Monday, December 15, 2008

Review: Gilbert & George

On Sunday, I finally had a chance to go to the Brooklyn Museum to see the Gilbert & George 40-year retrospective. This exhibition has been traveling to other museums for the past three years, and this is the last stop. The artist duo helped install the exhibition itself, suggesting that the arrangement of the pieces in the show was as important to G&G as the works themselves. As they've claimed in writing about their work, it is about life experience, not the art historical process. They prefer the viewer to look at the art from an experiential point of view; what the viewer thinks is more important than what they are or a critic is expressing. The duo appears in almost everything they've ever done, and as time has passed, their own faces and bodies age as well. Their presence becomes like an omnipotent force through their oeuvre and through the exhibition. G&G first met in 1967 when they were students at St. Martin's School of Art in London. They paired up and, so they say, the rest is history (and by "pairing" the implication is that they are partners in work and love). Both of them were sculptors, and they quickly took to stretching the definition of sculpture beyond static form, creating living sculpture. They would perform "actions" or "happenings" (i.e., performance art), one of their more famous being The Singing Sculpture (1969) in which they performed as bronze-like mannequins. (Street performers who dress up as statues for photo opportunities and for money are derived from this G&G trope.) They expanded out of performance pieces, however, and moved into photography. Today they work in just about every medium, but they usually refer to all of their pieces as sculpture.

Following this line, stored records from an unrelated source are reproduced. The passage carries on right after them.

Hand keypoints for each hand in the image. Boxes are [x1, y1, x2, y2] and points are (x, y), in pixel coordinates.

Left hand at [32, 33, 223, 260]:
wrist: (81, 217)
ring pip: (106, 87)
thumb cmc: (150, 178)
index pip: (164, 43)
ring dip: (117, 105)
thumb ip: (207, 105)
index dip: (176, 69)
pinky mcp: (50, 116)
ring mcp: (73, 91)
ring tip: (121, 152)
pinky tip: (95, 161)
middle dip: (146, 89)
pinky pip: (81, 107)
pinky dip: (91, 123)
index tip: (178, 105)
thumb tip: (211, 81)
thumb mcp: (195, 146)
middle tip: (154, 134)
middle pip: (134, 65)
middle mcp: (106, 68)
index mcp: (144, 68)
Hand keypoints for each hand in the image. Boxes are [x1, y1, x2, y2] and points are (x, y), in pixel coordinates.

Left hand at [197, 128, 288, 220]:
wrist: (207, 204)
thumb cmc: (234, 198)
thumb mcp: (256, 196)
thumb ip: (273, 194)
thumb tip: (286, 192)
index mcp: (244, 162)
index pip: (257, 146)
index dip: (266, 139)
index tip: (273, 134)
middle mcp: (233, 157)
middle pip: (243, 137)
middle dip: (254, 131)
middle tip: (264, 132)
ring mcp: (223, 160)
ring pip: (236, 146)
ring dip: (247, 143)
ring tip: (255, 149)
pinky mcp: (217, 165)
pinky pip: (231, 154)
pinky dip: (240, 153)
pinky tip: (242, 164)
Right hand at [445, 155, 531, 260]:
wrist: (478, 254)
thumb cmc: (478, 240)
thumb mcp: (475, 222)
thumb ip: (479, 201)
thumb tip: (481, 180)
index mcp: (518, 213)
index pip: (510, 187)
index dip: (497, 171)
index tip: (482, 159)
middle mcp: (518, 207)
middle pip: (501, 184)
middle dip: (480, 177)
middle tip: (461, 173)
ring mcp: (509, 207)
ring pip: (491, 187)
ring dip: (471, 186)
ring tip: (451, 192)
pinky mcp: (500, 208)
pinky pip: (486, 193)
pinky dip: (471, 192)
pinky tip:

The work you see here is one section from the polyptych called Death Hope Life Fear (1984) at the Tate in London. Don't let this digital image fool you in its size. The work is massive. The grid you see is actually a series of thin black frames for each individual part, and each of those is about A4 or approximately 12"x10" in size. Calculate that, and you realize that this piece is close to 8 feet high! And this is only one of four parts, two of them stretching horizontally so that all four pieces took up an entire wall of a large gallery at the Brooklyn Museum. But what of the piece itself? The combination of the words tells you much. G&G have explored aspects of living throughout their career. They've never moved away from their East London home, and so they often incorporate aspects of urban grit, youth, and fear into their works. In this piece, you see G&G replicated in the center with a rose behind them and a daisy in front of them. They become a totem, and the replication of them and the flowers conjures images of Buddhist tantric mandalas. The incorporation of the boys adds the triangulated foundation that one finds in Renaissance paintings of saints, and so this work in many ways takes on a highly spiritual message. It is Death as one aspect of Spirituality. The tantric connection suggests sexuality as well. When you consider this work is from the early 1980s when AIDS had begun to ravage the gay community, it takes on a serious political message, one which can only be seen in conjunction with its companion messages of Hope, Life, and Fear. (Here's a link to an image of Life.)

If you don't see it, don't worry about it. If you think I'm looking too hard at it, maybe you're right. To be honest, it's difficult to really assess what their work is about, especially because the imagery is so complex at times. And if you follow their guidelines, then keep in mind this is just my experience of their work. Perhaps you are just supposed to admire its monumentality and aesthetic appeal. The intensity of color and the optical illusion quality of the figures is hypnotic. Their enormous charcoal drawings affixed with prose, like The Nature of Our Looking (1970) make you almost wish you were walking in their animated, impressionistic life. Later work, like Fates (2005) uses digital manipulation to enhance the surrealistic quality of their art. Other subjects are controversial, such as Sperm Eaters (1982) from a London private collection (hence the warning to parents and teachers at the museum, and that so few really provocative works were on display, as this one wasn't, so here's a photo of it from Flickr). Work such as this last one remind me of Keith Haring. All in all, the exhibition was fascinating, and I'm very glad I went. I can't say I "like" G&G's work, but I respect their production and can appreciate the messages they share and suggest. Know that if their work seems like it shocks you, they claim that isn't meant to be the case. They prefer that it makes you think about art, about life, and about yourself. So sit back, look, and just think.

1 comment:

Sherman Clarke said...

Roberto,
I started skimming your review earlier this afternoon and then realized that I really wanted to see the show rather than just read about it. I had many of the galleries to myself. Was everyone out shopping? The polygonal gallery with the vitrines of early work was probably my favorite part of the show. Their words were so heartening: art for all, the value of looking and thinking about what it means. Or just enjoying it. Since you had exclaimed about the size, I was expecting that but the installation was able to handle the large works. I guess, overall, I took more of it at face value than you did so I appreciate your description. I might even go back, partly to absorb more, partly to see if there was anything in that gallery off to the right from the polygonal which I didn't go into and then started running out of time, so I just went down the stairs at the West end of the 5th floor. Mainly, THANKS for reminding me about the show and that I wanted to go see it.